If you spend any time watching Glenn Beck's show on Fox, you know this -- he's not a historian, but he plays one on TV. Kinda.
Americans tend to disappoint when it comes to most kinds of knowledge (history, geography, math, politics, etc.) but we're pretty damn good when it comes to identifying the judges on American Idol, so it's good to know our priorities are right.
Beck is a fascinating guy. He's even had a New York Times magazine cover article about him, so you know he ranks. He's not all that educated, but he's got the TV show and the glasses down on his nose and the whole professorial thing going for him -- if he doesn't break into tears. So the question for me is, when it comes to what people know, are folks actually learning history from Glenn Beck? Some have criticized Beck's take on history or some of the historians he's promoted on his Fox program. That's an important topic, whether he relies too heavily on what some call a "master revisionist."
But a lot of what Beck talks about, outside the wacky conspiracy theories, is straightforward history that many of us haven't talked about or thought about since high school civics class. Founding Fathers stuff. Set aside he's occasionally off the reservation in how he (or guests) interpret those bygone days and let's wonder -- since we don't have data -- whether any actual learning about history may be taking place among viewers of his Fox News program.
I'm guessing ... yes.
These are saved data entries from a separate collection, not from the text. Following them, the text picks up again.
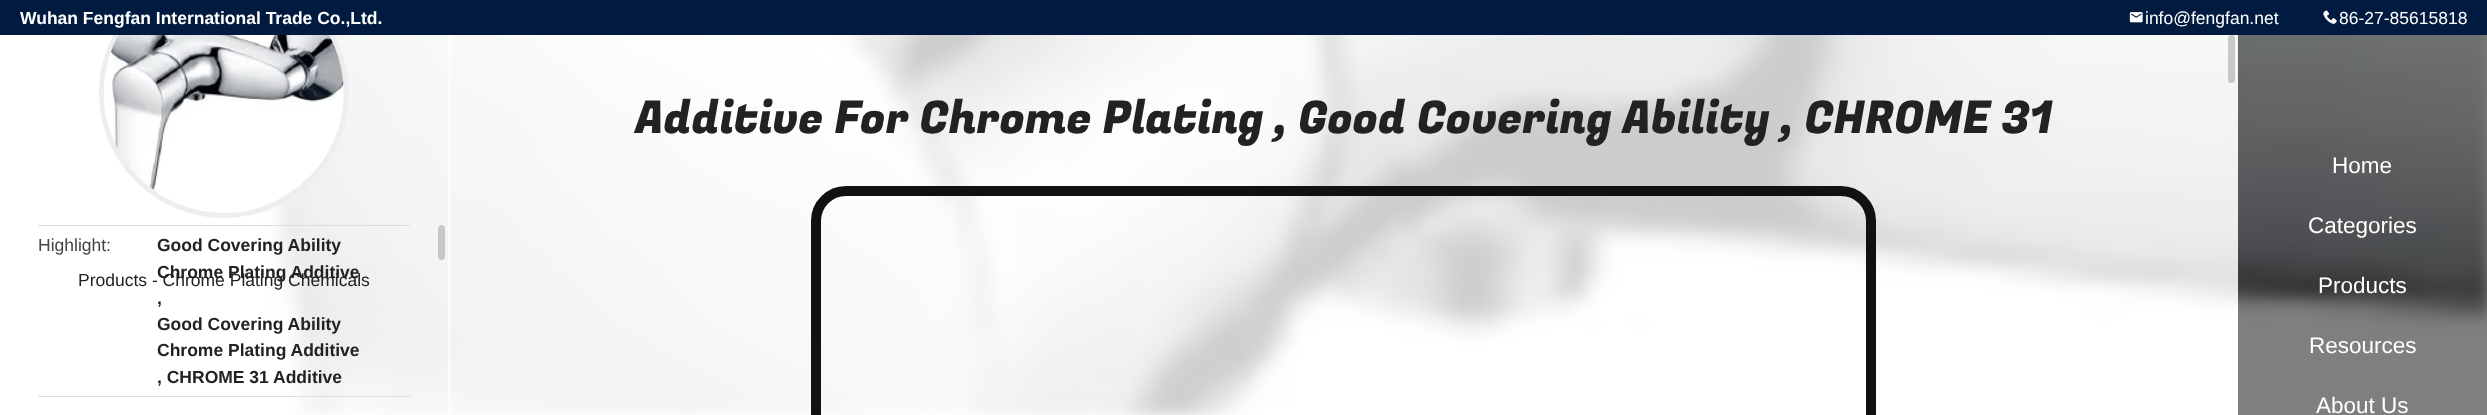 <svg xmlns="http://www.w3.org/2000/svg" width="2487" height="415" viewBox="0 0 2487 415">
  <style>
    .t1 { font: bold 17.5px Liberation Sans; fill: #fff; }
    .t2 { font: 17.5px Liberation Sans; fill: #fff; }
    .t3 { font: 45px Fugaz One; fill: #222; }
    .t4 { font: 17.5px Liberation Sans; fill: #444; }
    .t5 { font: bold 17.5px Liberation Sans; fill: #222; }
    .t6 { font: 17.5px Liberation Sans; fill: #222; }
    .t7 { font: 22.5px Liberation Sans; fill: #fff; }
  </style>
  <rect width="100%" height="100%" fill="#fff"/>
  <image x="251" y="35" width="2236" height="380" href="images/3.png"/>
  <rect x="251" y="35" width="199" height="380" fill="#ffffffcc"/>
  <circle cx="224" cy="93" r="122.5" fill="none" stroke="#eee" stroke-width="5"/>
  <rect x="0" y="0" width="2487" height="35" fill="#001b3f"/>
  <text x="20" y="24" class="t1">Wuhan Fengfan International Trade Co.,Ltd.</text>
  <image x="2129" y="12" width="14" height="11" href="images/1.png"/>
  <text x="2145" y="24" class="t2">info@fengfan.net</text>
  <image x="2323" y="10" width="14" height="14" href="images/2.png"/>
  <text x="2339" y="24" class="t2">86-27-85615818</text>
  <rect x="448" y="35" width="3" height="380" fill="#ffffff99"/>
  <rect x="450" y="35" width="1788" height="380" fill="#ffffffcc"/>
  <rect x="2228" y="35" width="7" height="48" rx="3.5" fill="#aaaaaa99"/>
  <text x="635" y="133" class="t3">Additive For Chrome Plating , Good Covering Ability , CHROME 31</text>
  <rect x="816" y="191" width="1055" height="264" rx="30" fill="none" stroke="#111" stroke-width="10"/>
  <rect x="38" y="225" width="372" height="1" fill="#ddd"/>
  <text x="38" y="251" class="t4">Highlight:</text>
  <text x="157" y="251" class="t5">Good Covering Ability</text>
  <text x="78" y="286" class="t6">Products - Chrome Plating Chemicals</text>
  <text x="157" y="278" class="t5">Chrome Plating Additive</text>
  <text x="157" y="304" class="t5">,</text>
  <text x="157" y="330" class="t5">Good Covering Ability</text>
  <text x="157" y="356" class="t5">Chrome Plating Additive</text>
  <text x="157" y="383" class="t5">, CHROME 31 Additive</text>
  <rect x="38" y="396" width="372" height="1" fill="#ddd"/>
  <rect x="438" y="225" width="7" height="35" rx="3.5" fill="#c7c8c8"/>
  <image x="104" y="35" width="240" height="167" href="images/4.png"/>
  <rect x="2238" y="35" width="249" height="380" fill="#00000080"/>
  <text x="2332" y="173" class="t7">Home</text>
  <text x="2308" y="233" class="t7">Categories</text>
  <text x="2318" y="293" class="t7">Products</text>
  <text x="2309" y="353" class="t7">Resources</text>
  <text x="2316" y="413" class="t7">About Us</text>
</svg>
Good learning, such as names and dates and stuff like that, and bad learning as well as people buy into the crazier of the interpretations offered on the show.
So what we have here is a Win-Lose situation. Winning, in that people are exposed to history, and lose, in that people are exposed to some of the weirder versions of history. All in all, I think the end result is a good one. But as I said, we have no actual data on this. No one, as far as I know, has surveyed only Beck viewers to see how much they know about history before and after the programs. And of course it gets all mixed up in the Tea Party's creative interpretation of history and the founding of the nation and what's constitutional. Given Beck is a patron saint of the movement, it'd be hard to disentangle what people knew before or after viewing his program.